北の古砦は、海に突き出た崖の上に立っていた。


 低く分厚い壁。風を避けるための小さな窓。王城のような優美さも、灰鴎城のような大きさもない。けれど、足元の石はしっかりしている。


 問題の扉は、砦の正面にあった。


 旅人の老人が近づくと、扉は静かに開いた。近くの村の子どもが走っても、開く。だが、カイル様の護衛が一歩進むと、ぎしりと閉じる。


「見事に拒まれているな」


 カイル様は怒らなかった。


 むしろ、砦の意思を尊重するように足を止めた。


 私は扉に近づき、手を当てる。


 冷たい。


 ただし、恐怖の冷たさではない。


 記憶の冷たさだ。


 目を閉じると、古い砦の中に兵士の足音が響いた。避難してきた民が、壁際で身を寄せている。命令の声。剣の音。扉が閉じられ、外に出たい人が出られなかった記憶。


 この砦は、守っただけではない。


 閉じ込めたことがある。


「武装した人を入れるのが怖いのですね」


 扉は返事をしない。


 だが、金具が小さく震えた。


 カイル様が剣を外し、護衛にも同じように命じた。


「武器は馬車へ置く。入れてもらえないなら、まず外で待つ」


 護衛たちは驚いたが、従った。


 それでも扉はすぐには開かなかった。


 ニルが私の横に来る。


「リネア様、砦は怒っていますか」


「怒っているというより、同じことを繰り返したくないのだと思います」


「じゃあ、約束が必要ですか」


「そうね」


 私はカイル様を見た。


「この砦は、避難所として使われています。でも、避難してきた人が出たいと言ったとき、出られる約束が必要です」


 カイル様はすぐに頷いた。


「兵は中で命令を優先しない。避難している者が帰る、移る、外を見ると望んだら、扉まで案内する。砦を閉じる判断は、兵だけでしない」


 扉が、少し緩んだ。


 クラリス様が灯を掲げる。


「夜の嵐では、外へ出るのが危ない日もあります。そのときは、閉じる理由を伝える場所を作りましょう。閉じ込められているのではなく、今は待つのだと分かるように」


 扉の金具が、また震える。


 今度は、怖さが少し薄い。


 カイル様は砦へ頭を下げた。


「過去に、ここで誰かが苦しんだのなら、領主として謝る。

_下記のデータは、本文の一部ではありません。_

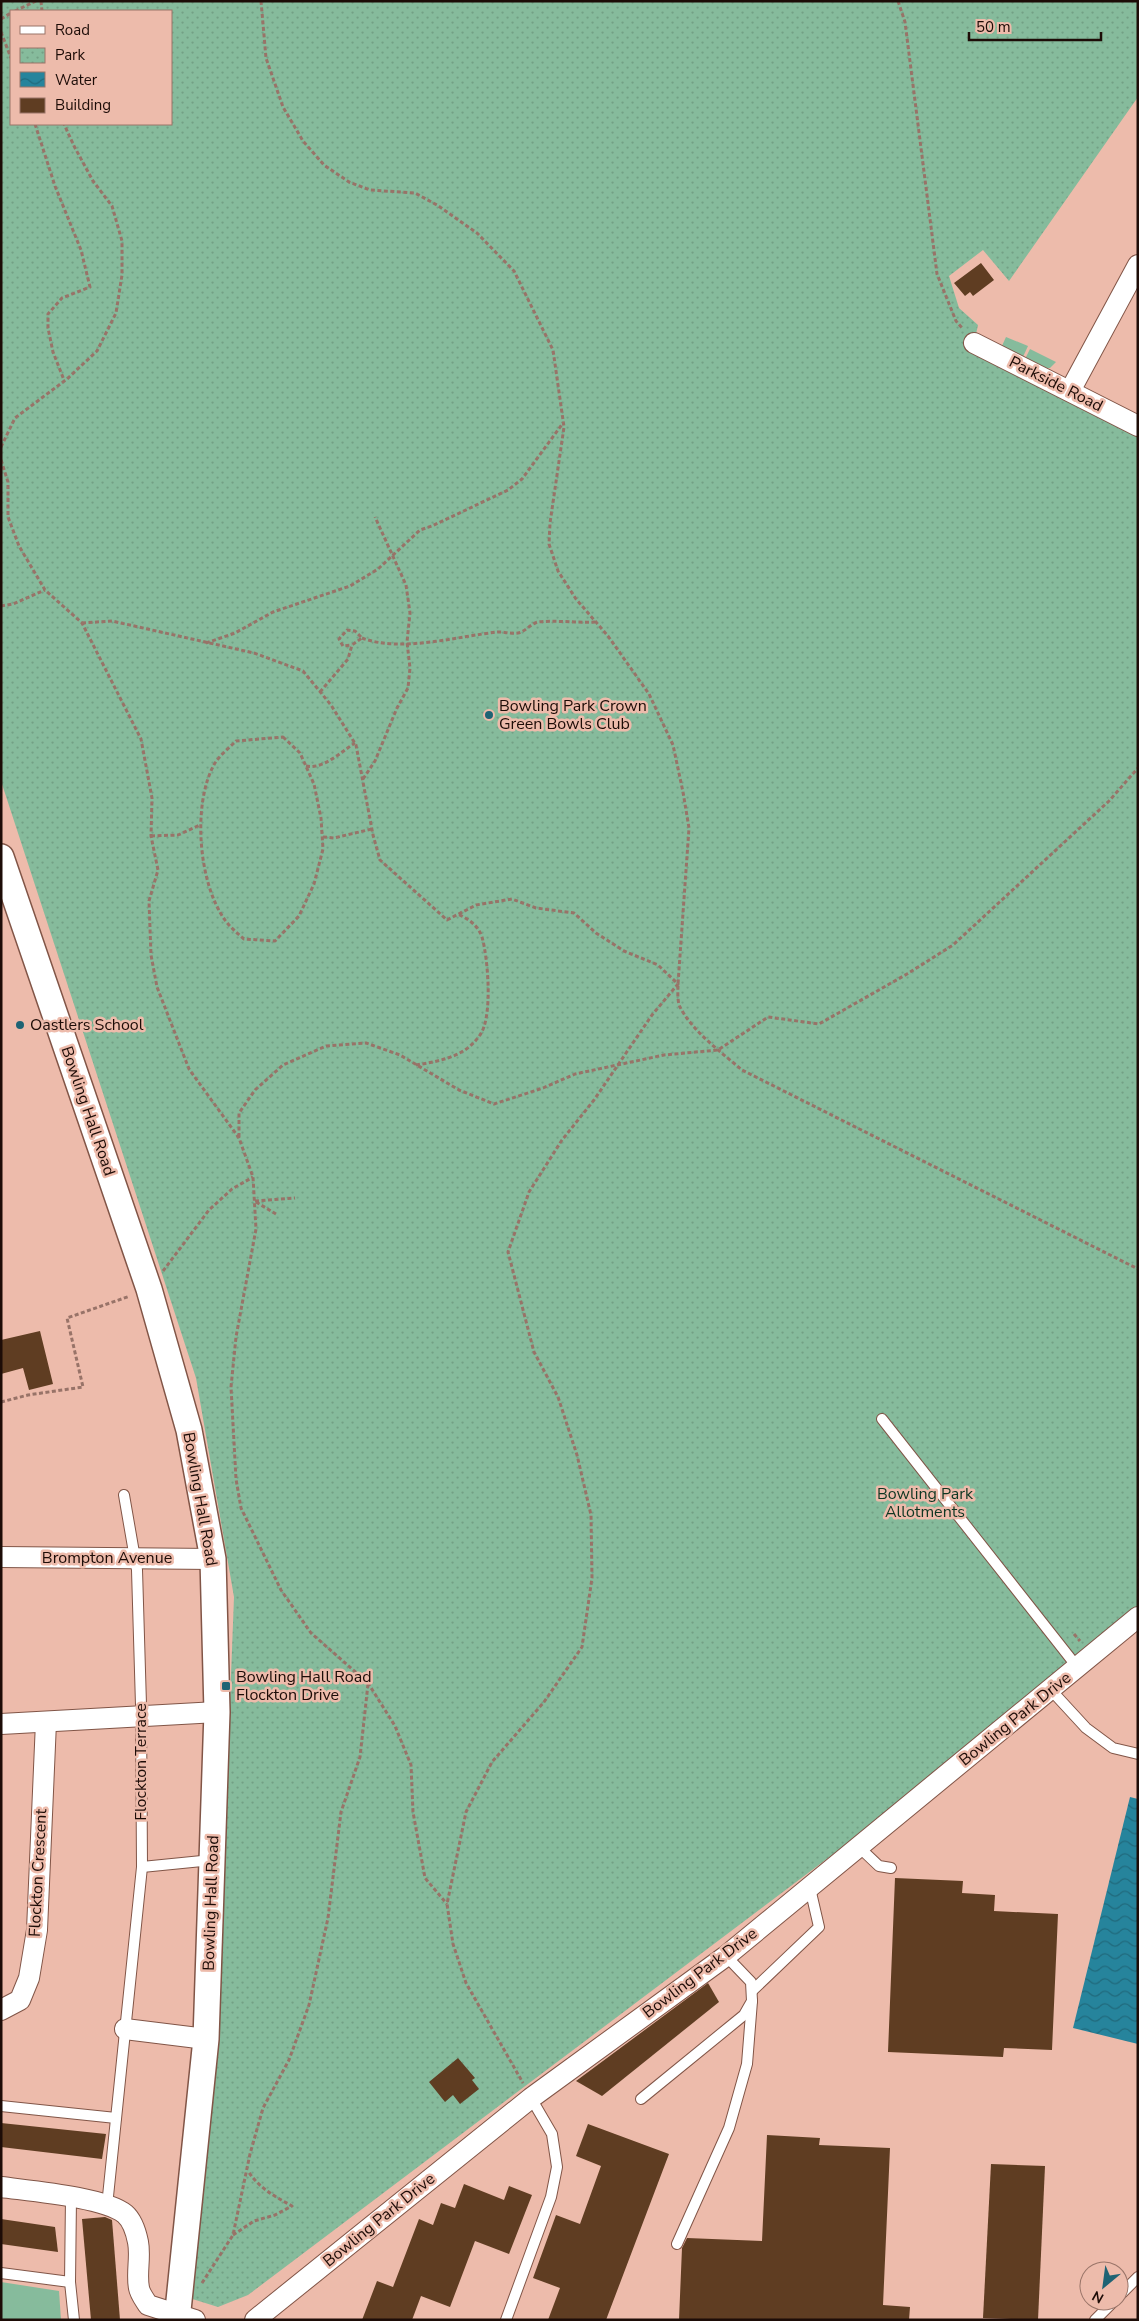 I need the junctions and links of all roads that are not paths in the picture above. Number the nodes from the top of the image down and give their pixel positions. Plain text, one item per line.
1 (1138, 266) edge
2 (974, 343) road end
3 (1070, 391) junction
4 (1138, 426) edge
5 (1, 858) edge
6 (882, 1419) dead end
7 (124, 1495) dead end
8 (1, 1557) edge
9 (135, 1557) junction
10 (213, 1559) junction
11 (1138, 1617) edge
12 (1078, 1668) junction
13 (1051, 1690) junction
14 (217, 1712) junction
15 (140, 1718) junction
16 (46, 1722) junction
17 (1, 1724) edge
18 (1138, 1754) edge
19 (859, 1847) junction
20 (212, 1860) junction
21 (142, 1867) junction
22 (891, 1868) dead end
23 (810, 1888) junction
24 (726, 1956) junction
25 (752, 1996) junction
26 (1, 2010) edge
27 (125, 2029) junction
28 (206, 2039) junction
29 (531, 2098) junction
30 (641, 2100) dead end
31 (1, 2106) edge
32 (116, 2118) junction
33 (1, 2187) edge
34 (71, 2198) junction
35 (107, 2206) junction
36 (677, 2244) dead end
37 (1, 2273) edge
38 (1138, 2277) edge
39 (70, 2282) junction
40 (1129, 2286) edge
41 (1104, 2311) edge
42 (184, 2318) edge
43 (74, 2320) edge
44 (255, 2320) edge
45 (506, 2320) edge
46 (1095, 2320) edge

1 - 3 street
2 - 3 street, Parkside Road
3 - 4 street, Parkside Road
5 - 10 street, Bowling Hall Road
6 - 12 lane
7 - 9 lane, Flockton Terrace
8 - 9 street, Brompton Avenue
9 - 10 street, Brompton Avenue
9 - 15 lane, Flockton Terrace
10 - 14 street, Bowling Hall Road
11 - 12 street, Bowling Park Drive
12 - 13 street, Bowling Park Drive
13 - 18 lane
13 - 19 street, Bowling Park Drive
14 - 15 street
14 - 20 street, Bowling Hall Road
15 - 16 street
15 - 21 lane, Flockton Terrace
16 - 17 street
16 - 26 street, Flockton Crescent
19 - 22 lane
19 - 23 street, Bowling Park Drive
20 - 21 lane
20 - 28 street, Bowling Hall Road
21 - 27 lane, Flockton Terrace
23 - 24 street, Bowling Park Drive
23 - 25 lane
24 - 25 lane
24 - 29 street, Bowling Park Drive
25 - 30 lane
25 - 36 lane
27 - 28 street
27 - 32 lane, Flockton Terrace
28 - 42 street, Bowling Hall Road
29 - 44 street, Bowling Park Drive
29 - 45 lane
31 - 32 lane
32 - 35 lane, Flockton Terrace
33 - 34 street
34 - 35 street
34 - 39 lane
35 - 42 street
37 - 39 lane
38 - 40 lane
39 - 43 lane
41 - 46 lane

今後は、守ることと閉じ込めることを混同しない」


 風が止んだ。


 砦の扉が、ゆっくり開く。


 中は暗かったが、クラリス様の灯が足元を照らした。


 古砦は、兵を嫌っていたのではない。


 命令だけで人の出口が消えることを、二度と許したくなかったのだ。


 私たちは武器を置いたまま、中へ入った。


 扉は背後で閉じたが、重苦しくはなかった。


 今度の閉じ方には、出られるという約束があった。


 砦の中には、古い炊事場があった。


 火を入れると、煙はまっすぐ上へ抜けた。長く使われていなかったわりに、煙突は詰まっていない。砦は、人を守る準備を捨ててはいなかったのだ。


 ただ、使う人が忘れていた。


 兵士の一人が、壁際で帽子を握った。


「私たちは、扉が開かないことに腹を立てていました。守るために来ているのに、なぜ拒まれるのかと」


「守る側のつもりでいると、守られる側の怖さを忘れることがあります」


 私が言うと、兵士は深く頭を下げた。


「覚えます」


 その言葉を、ユリウス殿下だけでなく、多くの人が使うようになったのだと気づいた。


 覚える。


 それは、すぐ直すより地味な行為だ。けれど、忘れたまま力を振るうより、ずっと確かな始まりだった。


 砦の炊事場で湯が沸くと、扉の冷たさがさらに薄れた。外の風は強い。だが、中にいる人は、出られる約束を持ったまま温まれる。


 その違いを、砦自身も確かめているようだった。